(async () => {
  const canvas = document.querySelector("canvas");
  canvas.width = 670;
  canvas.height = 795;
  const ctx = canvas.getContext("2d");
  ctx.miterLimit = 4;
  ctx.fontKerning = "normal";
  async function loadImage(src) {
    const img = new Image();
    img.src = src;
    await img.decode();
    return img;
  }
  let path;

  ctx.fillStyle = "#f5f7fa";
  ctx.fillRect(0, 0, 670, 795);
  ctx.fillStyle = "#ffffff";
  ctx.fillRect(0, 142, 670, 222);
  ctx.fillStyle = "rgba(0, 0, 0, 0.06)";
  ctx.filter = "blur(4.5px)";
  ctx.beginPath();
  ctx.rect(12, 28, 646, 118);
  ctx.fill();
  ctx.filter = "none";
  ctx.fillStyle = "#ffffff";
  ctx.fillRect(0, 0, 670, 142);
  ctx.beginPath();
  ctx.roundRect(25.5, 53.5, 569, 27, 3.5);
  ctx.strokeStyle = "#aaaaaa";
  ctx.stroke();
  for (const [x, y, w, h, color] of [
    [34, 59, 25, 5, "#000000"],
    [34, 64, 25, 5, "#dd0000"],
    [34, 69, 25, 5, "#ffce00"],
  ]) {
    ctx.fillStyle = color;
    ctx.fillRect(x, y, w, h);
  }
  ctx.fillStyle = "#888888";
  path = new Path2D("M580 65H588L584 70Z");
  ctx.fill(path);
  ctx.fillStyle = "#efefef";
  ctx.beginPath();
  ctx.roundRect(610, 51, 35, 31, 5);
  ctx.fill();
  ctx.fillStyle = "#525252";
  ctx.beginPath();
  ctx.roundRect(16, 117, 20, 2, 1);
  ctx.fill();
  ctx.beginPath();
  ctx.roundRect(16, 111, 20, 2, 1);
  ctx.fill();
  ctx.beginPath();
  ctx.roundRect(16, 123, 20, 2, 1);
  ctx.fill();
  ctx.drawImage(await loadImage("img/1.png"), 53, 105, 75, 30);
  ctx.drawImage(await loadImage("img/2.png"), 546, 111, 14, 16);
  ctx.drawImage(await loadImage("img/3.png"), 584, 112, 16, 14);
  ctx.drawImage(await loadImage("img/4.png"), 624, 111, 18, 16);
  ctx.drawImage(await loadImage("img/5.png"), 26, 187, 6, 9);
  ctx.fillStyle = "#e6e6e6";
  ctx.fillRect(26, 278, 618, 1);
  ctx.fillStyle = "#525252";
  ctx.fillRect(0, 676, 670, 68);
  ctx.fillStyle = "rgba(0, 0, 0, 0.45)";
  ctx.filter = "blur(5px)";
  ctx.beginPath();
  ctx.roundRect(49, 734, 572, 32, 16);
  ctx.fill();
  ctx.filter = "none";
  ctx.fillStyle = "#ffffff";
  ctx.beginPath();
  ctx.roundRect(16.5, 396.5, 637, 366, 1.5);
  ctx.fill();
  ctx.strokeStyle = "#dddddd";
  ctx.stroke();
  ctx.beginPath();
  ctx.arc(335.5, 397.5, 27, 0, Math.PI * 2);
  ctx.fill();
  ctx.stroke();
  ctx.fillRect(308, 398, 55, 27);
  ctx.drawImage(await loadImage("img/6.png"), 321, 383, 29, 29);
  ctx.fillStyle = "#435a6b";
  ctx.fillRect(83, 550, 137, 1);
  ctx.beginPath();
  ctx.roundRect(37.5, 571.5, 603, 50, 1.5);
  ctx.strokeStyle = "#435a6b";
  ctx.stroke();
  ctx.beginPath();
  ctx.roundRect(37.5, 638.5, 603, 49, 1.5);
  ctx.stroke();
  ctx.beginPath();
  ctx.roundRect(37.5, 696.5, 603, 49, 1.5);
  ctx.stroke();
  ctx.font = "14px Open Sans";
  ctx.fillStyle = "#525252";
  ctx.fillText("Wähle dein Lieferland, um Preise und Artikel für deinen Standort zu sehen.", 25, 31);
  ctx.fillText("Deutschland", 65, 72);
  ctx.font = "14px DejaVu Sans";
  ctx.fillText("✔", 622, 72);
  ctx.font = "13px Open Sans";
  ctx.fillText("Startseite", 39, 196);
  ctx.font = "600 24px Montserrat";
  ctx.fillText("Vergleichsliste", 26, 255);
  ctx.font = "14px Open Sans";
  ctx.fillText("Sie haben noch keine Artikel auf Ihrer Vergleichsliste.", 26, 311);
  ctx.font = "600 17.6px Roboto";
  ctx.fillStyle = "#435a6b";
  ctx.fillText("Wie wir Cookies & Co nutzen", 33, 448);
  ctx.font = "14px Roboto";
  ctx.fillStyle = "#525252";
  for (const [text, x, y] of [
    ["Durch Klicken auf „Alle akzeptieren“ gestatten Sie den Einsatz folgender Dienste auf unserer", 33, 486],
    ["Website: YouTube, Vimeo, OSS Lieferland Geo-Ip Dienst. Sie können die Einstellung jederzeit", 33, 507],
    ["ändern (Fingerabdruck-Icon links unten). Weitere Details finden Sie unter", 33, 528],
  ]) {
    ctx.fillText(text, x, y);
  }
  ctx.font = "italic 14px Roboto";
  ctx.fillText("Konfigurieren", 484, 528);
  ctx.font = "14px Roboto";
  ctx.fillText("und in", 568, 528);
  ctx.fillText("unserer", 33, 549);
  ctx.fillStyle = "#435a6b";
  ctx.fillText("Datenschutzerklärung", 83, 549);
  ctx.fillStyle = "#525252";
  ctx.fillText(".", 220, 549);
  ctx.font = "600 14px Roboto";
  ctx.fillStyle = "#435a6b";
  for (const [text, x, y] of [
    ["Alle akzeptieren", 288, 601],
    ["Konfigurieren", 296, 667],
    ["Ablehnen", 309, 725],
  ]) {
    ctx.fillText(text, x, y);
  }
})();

Task objective:
Search the data for the word "strokeStyle" and copy each line where it appears.

Completed exercise:
  ctx.strokeStyle = "#aaaaaa";
  ctx.strokeStyle = "#dddddd";
  ctx.strokeStyle = "#435a6b";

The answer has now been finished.